The PEP Scholarship is specifically for homeschool families and provides funds for curriculum, therapies, and educational materials. The Hope Scholarship is for students who have experienced bullying or violence in a public school and allows them to transfer to a participating private school — it does not fund homeschooling.
Can homeschool families use the Hope Scholarship in Florida?
No. The Hope Scholarship is designed to fund private school tuition for students leaving a public school due to a bullying or safety incident. It cannot be used to fund a home education program. Homeschool families should look into the PEP Scholarship instead.

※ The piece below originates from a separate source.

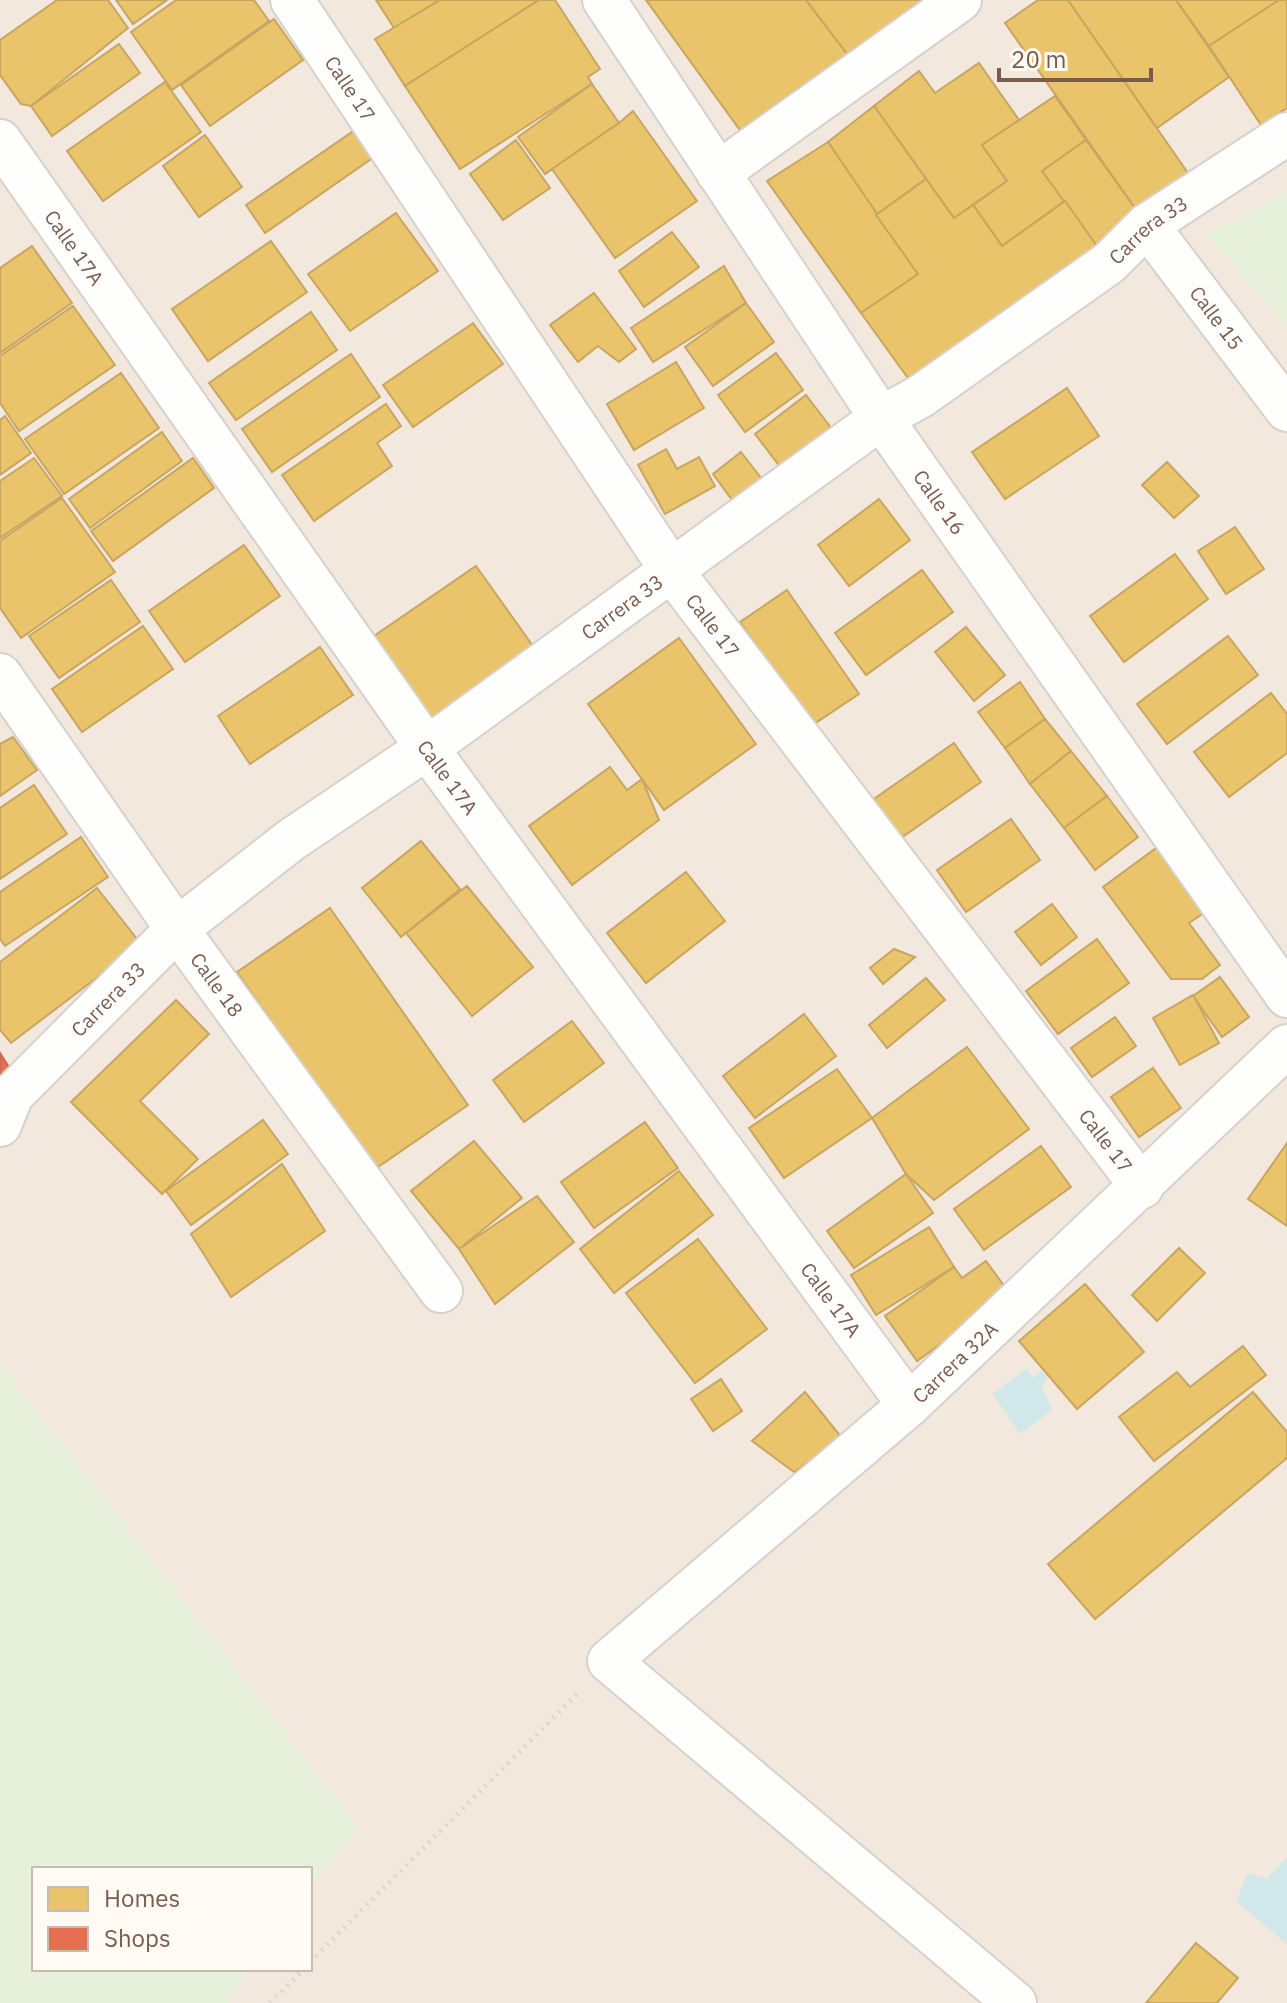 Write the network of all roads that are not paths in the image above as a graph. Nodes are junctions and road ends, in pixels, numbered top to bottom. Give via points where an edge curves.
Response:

Can you use both the PEP Scholarship and the Hope Scholarship at the same time?
No. These are two separate programs serving different purposes and different school settings. A child cannot simultaneously use both scholarships, and the Hope Scholarship funds private school tuition only — not homeschool expenses.
What can Florida PEP Scholarship funds be used for?
PEP Scholarship funds can be used for approved educational expenses including curriculum, instructional materials, educational therapies (such as speech or OT), online courses, tutoring from approved providers, and certain educational technology. Purchases must be made through Step Up For Students’ approved vendor list.
Who qualifies for the Florida PEP Scholarship?
Florida resident families who homeschool and meet certain household income requirements may qualify for the PEP Scholarship. Eligibility thresholds have expanded in recent years, so it’s worth checking current guidelines directly on the Step Up For Students website, as income limits and funding amounts can change from year to year.